🫑 Mediterranean Stuffed Bell Peppers with Quinoa & Herbs

🫑 Mediterranean Stuffed Bell Peppers with Quinoa & Herbs

🥣 Ingredients (Serves 4)

🫑 For the Peppers

  • 4 large bell peppers (any color), tops cut off and seeds removed

  • 1 tbsp olive oil (for brushing)

  • Salt and pepper, to taste


🌾 For the Filling

  • 1 cup cooked quinoa (or rice)

  • 1 cup cooked chickpeas (or canned, rinsed)

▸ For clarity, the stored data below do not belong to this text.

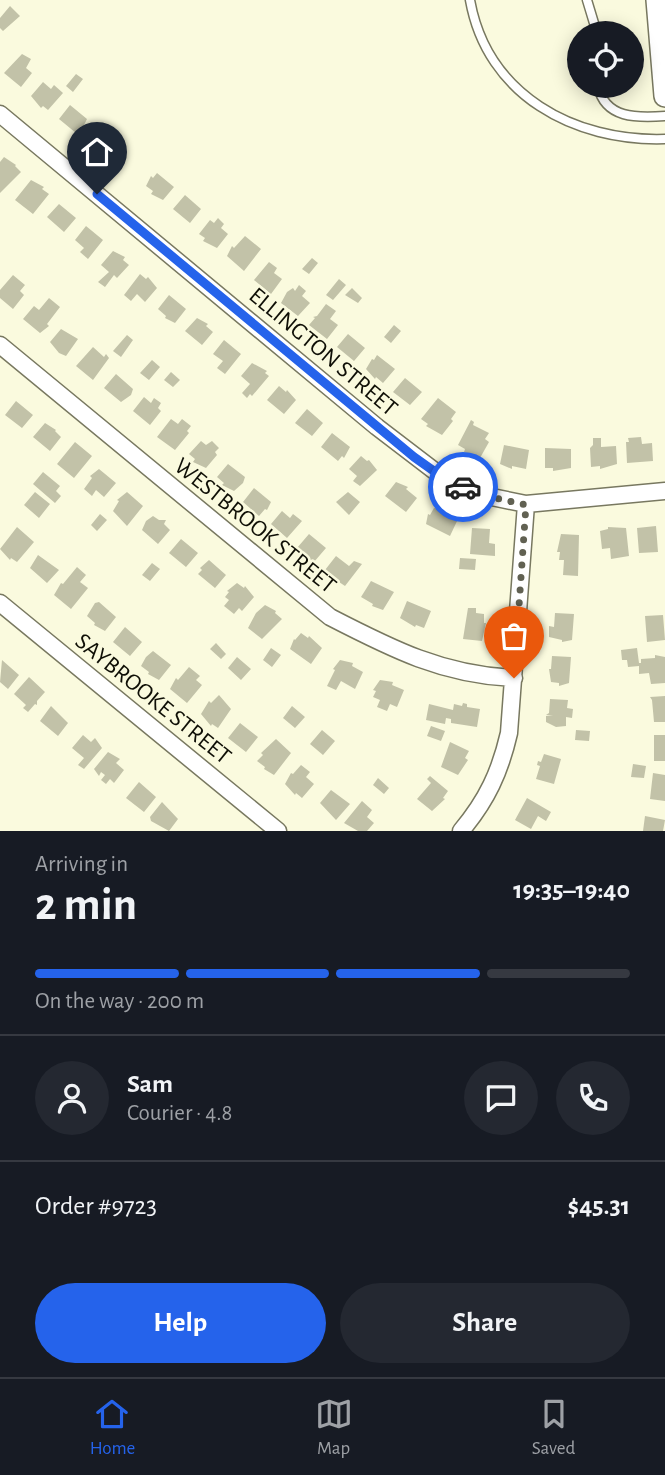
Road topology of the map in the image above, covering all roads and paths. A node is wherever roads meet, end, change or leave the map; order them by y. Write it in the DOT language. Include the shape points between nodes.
graph roads {
  1 [pos="470,0"];
  2 [pos="587,0"];
  3 [pos="657,0"];
  4 [pos="593,21"];
  5 [pos="665,96"];
  6 [pos="602,98"];
  7 [pos="0,114"];
  8 [pos="665,116"];
  9 [pos="665,139"];
  10 [pos="0,345"];
  11 [pos="665,491"];
  12 [pos="526,505"];
  13 [pos="0,603"];
  14 [pos="514,678"];
  15 [pos="278,831"];
  16 [pos="461,831"];
  1 -- 9 [label="lane" via="489,56 530,100 588,129 631,139"];
  2 -- 4 [label="lane"];
  3 -- 5 [label="street"];
  6 -- 8 [label="lane" via="617,113"];
  7 -- 12 [label="street, ELLINGTON STREET" via="414,457 477,494"];
  10 -- 14 [label="street, WESTBROOK STREET" via="330,617 449,669"];
  11 -- 12 [label="street, ELLINGTON STREET"];
  12 -- 14 [label="street"];
  13 -- 15 [label="street, SAYBROOKE STREET"];
  14 -- 16 [label="street" via="502,766"];
}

  • 1 small onion, finely chopped

  • 1 cup diced tomatoes

  • 2 tbsp olive oil

  • 2 cloves garlic, minced

  • 1 tsp dried oregano

  • ½ tsp cumin

  • 2 tbsp fresh parsley or basil, chopped

  • ¼ cup feta cheese, crumbled (optional)


👩‍🍳 Instructions

Step 1: Prep the Peppers

  1. Preheat oven to 190°C / 375°F.

  2. Brush bell peppers inside and out with olive oil.

  3. Arrange them upright in a baking dish.


Step 2: Prepare the Filling

  1. Heat olive oil in a skillet. Add onion and sauté until soft (about 3 minutes).

  2. Add garlic, tomatoes, chickpeas, oregano, and cumin. Cook for 5–6 minutes.

  3. Stir in quinoa, herbs, and feta (if using). Season with salt and pepper.


Step 3: Stuff the Peppers

Spoon the filling into each bell pepper until full.
Cover loosely with foil.


Step 4: Bake

Bake for 25–30 minutes until peppers are tender.
Uncover for the last 5 minutes for a slight golden top.


Step 5: Serve

Serve warm, garnished with extra parsley or feta.
Pairs beautifully with:

  • 🥗 Greek salad

  • 🍋 Lemon yogurt sauce

  • 🥖 Warm pita bread


💚 Health & Nutrition Benefits

Ingredient Benefit
Quinoa Complete plant protein, gluten-free, rich in fiber.
Chickpeas Promote digestion and provide long-lasting energy.
Bell peppers Loaded with vitamin C and antioxidants.
Olive oil Heart-healthy fat source.
Feta & herbs Add flavor and calcium without excess calories.

Healthy Tips

  1. 🌿 Add spinach, zucchini, or kale to increase vegetable intake.

  2. 🍅 Use brown rice or bulgur instead of quinoa for variety.

  3. 🧊 Store leftovers in the fridge for up to 3 days — great for meal prep.

  4. 🌱 For vegan version — skip feta or use dairy-free cheese.